I most recently attended an elaborate and impressive Bat Mitzvah. That prompted my daughter to ask about my Bar Mitzvah almost 70 years ago in Minot, North Dakota. At its height during the early ’40s the congregation numbered about 40 families. This year a devastating flood, the worst in 130 years, destroyed over 4,000 homes, including the area where most Jewish families lived during the height of the community. The beautiful synagogue was sold within the last five years. Fortunately, the cemetery was not destroyed with the flood.
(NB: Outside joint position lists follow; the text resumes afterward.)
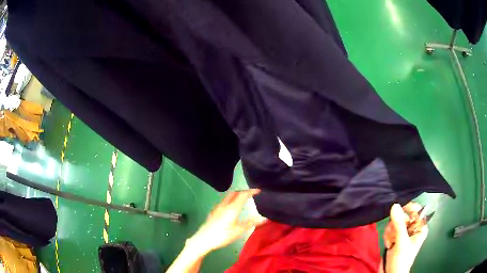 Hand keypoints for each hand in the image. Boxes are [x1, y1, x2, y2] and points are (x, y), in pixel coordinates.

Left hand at [187, 189, 265, 254]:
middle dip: (243, 191)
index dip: (251, 191)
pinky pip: (224, 202)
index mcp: (232, 208)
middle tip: (251, 195)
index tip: (258, 190)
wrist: (203, 239)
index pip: (243, 194)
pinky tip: (231, 209)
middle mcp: (224, 205)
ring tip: (243, 201)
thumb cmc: (222, 235)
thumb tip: (263, 218)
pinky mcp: (213, 212)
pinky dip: (230, 201)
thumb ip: (251, 223)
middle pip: (234, 193)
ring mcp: (217, 208)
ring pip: (228, 197)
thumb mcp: (239, 231)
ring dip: (236, 195)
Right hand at [383, 203, 428, 272]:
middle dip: (396, 225)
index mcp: (420, 228)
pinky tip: (388, 244)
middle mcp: (413, 229)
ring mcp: (404, 234)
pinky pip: (390, 230)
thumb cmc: (401, 259)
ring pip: (395, 223)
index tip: (399, 210)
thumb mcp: (401, 242)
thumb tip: (395, 205)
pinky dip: (387, 236)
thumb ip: (399, 224)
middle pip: (404, 216)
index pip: (417, 210)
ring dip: (390, 232)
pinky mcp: (395, 238)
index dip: (409, 208)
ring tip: (390, 242)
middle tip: (393, 235) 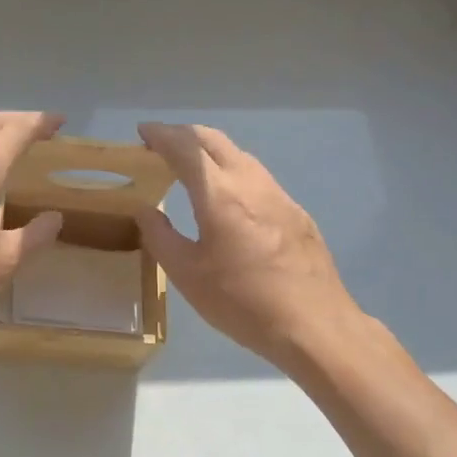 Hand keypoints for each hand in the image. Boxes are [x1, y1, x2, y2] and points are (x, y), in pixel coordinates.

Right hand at [133, 122, 362, 367]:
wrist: (314, 325)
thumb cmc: (242, 301)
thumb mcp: (187, 274)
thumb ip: (160, 237)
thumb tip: (145, 210)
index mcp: (220, 194)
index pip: (186, 148)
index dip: (161, 134)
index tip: (142, 131)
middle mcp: (251, 183)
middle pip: (214, 140)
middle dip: (184, 135)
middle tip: (160, 145)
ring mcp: (278, 195)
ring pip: (239, 155)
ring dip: (209, 151)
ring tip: (188, 167)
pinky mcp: (295, 212)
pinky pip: (256, 176)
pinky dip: (231, 170)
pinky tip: (226, 197) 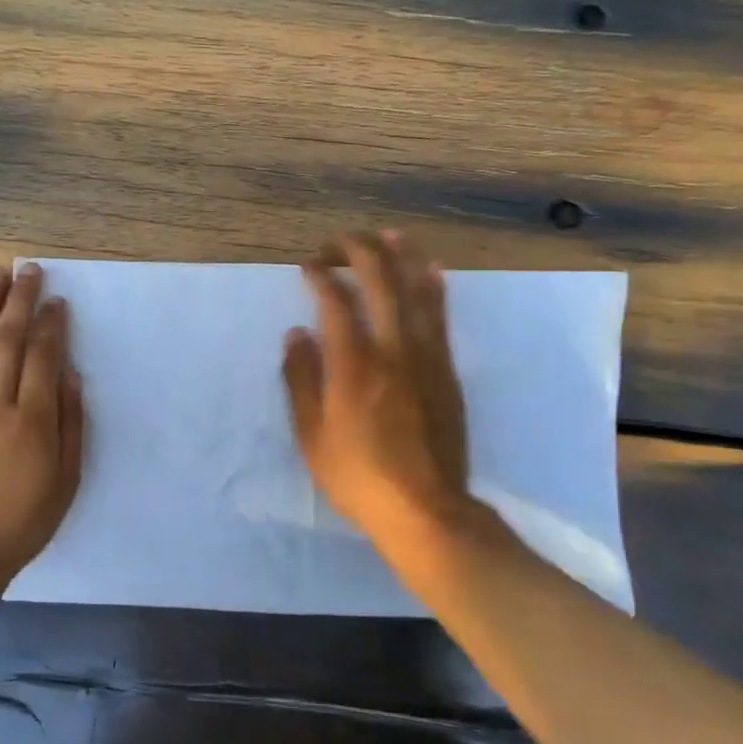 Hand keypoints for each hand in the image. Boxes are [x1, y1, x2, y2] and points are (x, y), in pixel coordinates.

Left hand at [0, 263, 84, 584]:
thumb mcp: (67, 479)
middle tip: (28, 269)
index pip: (44, 358)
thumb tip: (70, 374)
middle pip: (7, 341)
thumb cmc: (23, 520)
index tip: (58, 300)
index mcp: (32, 422)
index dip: (52, 325)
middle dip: (20, 301)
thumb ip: (71, 423)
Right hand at [282, 230, 471, 560]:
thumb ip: (301, 380)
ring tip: (387, 234)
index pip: (336, 301)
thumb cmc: (359, 477)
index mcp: (353, 364)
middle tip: (339, 244)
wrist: (427, 509)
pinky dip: (433, 284)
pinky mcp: (446, 367)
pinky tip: (428, 268)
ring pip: (416, 288)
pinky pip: (441, 314)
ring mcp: (426, 355)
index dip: (320, 275)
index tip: (308, 267)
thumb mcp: (312, 436)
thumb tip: (296, 333)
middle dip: (358, 251)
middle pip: (380, 280)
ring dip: (400, 255)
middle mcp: (392, 348) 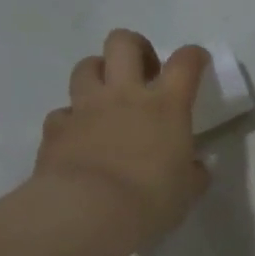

My daughter asked about the services, the attendees, gifts, etc. While I received the usual gifts for the times, such as pens, shirts, books, war bonds, and so forth, I only recall two gifts: A bible from the rabbi and a pair of Fruit of the Loom shorts from a poor family who operated a small store. Humorous? Perhaps, but I recall that the family came from a small town, Killdeer, whose claim to fame was that it was the site of the only Indian battle during the Indian Wars in what was to become North Dakota. Times were hard, and the facts became embedded in my memory. With little to give, they still shared in the community. I feel good that the gesture was not forgotten.
A few years ago I spoke to a remaining member, and he remarked that the son of that poor family is now a successful businessman back east who came to Minot to reminisce. I am proud that life has been fortunate for him, rising from that struggling era. I am most pleased.